Chronic cough management surveys from other countries [13, 22, 31] similarly demonstrate that, particularly among GPs, there remains low use of guideline-recommended therapies such as gabapentin, morphine, and pregabalin [7, 8, 32]. Low and delayed adoption of clinical guidelines can occur across multiple therapeutic areas [33, 34] and may relate to varying factors including lack of awareness/familiarity, guideline complexity, and organizational constraints [35]. Physician and/or patient fears, confirmed by qualitative research, represent major barriers to guideline uptake [36]. Related to chronic cough, patients and physicians may have concerns about well-known opiate-related toxicities, dependance [37], and neuromodulator adverse effects [38]. The treatment of chronic cough includes an off-label use of neuromodulators and the data to support their efficacy is primarily based on subjective cough assessments and low-quality evidence from small studies [7, 39]. Surveys have found that neither patients nor physicians perceive neuromodulators to be effective therapies [14, 15, 21]. Other guideline-recommended therapies, such as speech therapy, are not well established across Canada, and their long-term effects on cough frequency requires further investigation [40]. These issues support the need for large randomized trials that provide evidence of additional treatment options for chronic cough.

Strengths and Limitations

Our study represents the first to investigate Canadian physicians’ perceptions, attitudes, and knowledge of chronic cough.
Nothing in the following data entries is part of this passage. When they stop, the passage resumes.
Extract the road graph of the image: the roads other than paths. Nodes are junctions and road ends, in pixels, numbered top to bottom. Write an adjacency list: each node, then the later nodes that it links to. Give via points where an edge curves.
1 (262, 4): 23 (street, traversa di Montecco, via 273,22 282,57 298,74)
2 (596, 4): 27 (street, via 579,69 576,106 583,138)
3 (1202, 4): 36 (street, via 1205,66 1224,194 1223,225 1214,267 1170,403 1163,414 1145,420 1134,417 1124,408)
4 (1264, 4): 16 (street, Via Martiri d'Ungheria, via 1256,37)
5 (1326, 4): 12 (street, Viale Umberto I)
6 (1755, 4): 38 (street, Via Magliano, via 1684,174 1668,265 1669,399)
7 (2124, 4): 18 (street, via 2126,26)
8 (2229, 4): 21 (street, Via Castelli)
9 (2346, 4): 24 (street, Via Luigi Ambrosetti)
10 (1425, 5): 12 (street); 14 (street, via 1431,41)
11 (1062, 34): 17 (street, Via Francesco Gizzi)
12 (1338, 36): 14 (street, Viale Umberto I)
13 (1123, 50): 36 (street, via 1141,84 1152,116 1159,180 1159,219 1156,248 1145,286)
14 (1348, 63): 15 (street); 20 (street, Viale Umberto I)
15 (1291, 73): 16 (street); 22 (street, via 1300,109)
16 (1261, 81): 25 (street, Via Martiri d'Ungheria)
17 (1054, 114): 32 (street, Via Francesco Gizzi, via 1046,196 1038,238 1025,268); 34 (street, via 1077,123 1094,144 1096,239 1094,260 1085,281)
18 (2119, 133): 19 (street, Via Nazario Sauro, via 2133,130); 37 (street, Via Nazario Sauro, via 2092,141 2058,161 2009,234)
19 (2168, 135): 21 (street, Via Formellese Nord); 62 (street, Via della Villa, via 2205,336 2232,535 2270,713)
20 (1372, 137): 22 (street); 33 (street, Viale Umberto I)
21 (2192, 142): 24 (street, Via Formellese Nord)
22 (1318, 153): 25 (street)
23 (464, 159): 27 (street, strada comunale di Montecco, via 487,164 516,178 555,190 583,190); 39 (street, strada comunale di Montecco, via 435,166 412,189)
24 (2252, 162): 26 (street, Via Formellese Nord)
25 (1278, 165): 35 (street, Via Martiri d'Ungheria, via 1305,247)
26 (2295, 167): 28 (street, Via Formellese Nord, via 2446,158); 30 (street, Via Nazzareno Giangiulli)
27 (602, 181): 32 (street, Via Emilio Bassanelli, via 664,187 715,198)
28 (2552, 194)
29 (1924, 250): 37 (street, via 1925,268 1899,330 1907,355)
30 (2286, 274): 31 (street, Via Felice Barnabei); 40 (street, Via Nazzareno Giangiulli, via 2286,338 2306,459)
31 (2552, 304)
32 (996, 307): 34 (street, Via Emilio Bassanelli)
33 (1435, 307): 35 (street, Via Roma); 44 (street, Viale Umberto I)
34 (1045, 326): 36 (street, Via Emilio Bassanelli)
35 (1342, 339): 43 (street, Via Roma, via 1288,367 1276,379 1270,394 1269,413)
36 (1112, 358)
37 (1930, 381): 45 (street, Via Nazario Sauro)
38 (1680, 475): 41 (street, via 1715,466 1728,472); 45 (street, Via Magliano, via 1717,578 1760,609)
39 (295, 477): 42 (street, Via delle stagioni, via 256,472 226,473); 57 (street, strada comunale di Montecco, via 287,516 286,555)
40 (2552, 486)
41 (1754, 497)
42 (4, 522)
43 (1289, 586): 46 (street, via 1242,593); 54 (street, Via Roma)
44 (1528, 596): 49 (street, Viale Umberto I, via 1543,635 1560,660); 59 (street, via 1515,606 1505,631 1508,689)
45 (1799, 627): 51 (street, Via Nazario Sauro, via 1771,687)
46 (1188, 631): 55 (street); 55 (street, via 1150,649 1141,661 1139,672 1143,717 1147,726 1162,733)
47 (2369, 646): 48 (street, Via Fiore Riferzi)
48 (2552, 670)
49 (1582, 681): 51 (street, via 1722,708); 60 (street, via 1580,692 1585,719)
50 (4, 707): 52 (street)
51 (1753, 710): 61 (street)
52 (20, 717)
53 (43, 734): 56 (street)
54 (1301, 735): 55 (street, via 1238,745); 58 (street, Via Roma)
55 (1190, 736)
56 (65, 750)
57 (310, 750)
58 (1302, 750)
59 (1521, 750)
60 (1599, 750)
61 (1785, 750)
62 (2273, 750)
Limitations of our study include, however, restricted sampling of physicians in the Leger Opinion panel; a low response rate; possible sampling bias toward physicians who have greater interest in or knowledge of chronic cough; low geographic representation in certain parts of Canada; potential self-report biases; and a small sample size.

Implications and Conclusions

Our survey findings highlight the need for better education on chronic cough and improved collaborative care models with clear referral and management paths between GPs and specialists. Future programs to address educational gaps may improve patient outcomes and reduce the substantial burden of chronic cough on physicians, patients, and the healthcare system.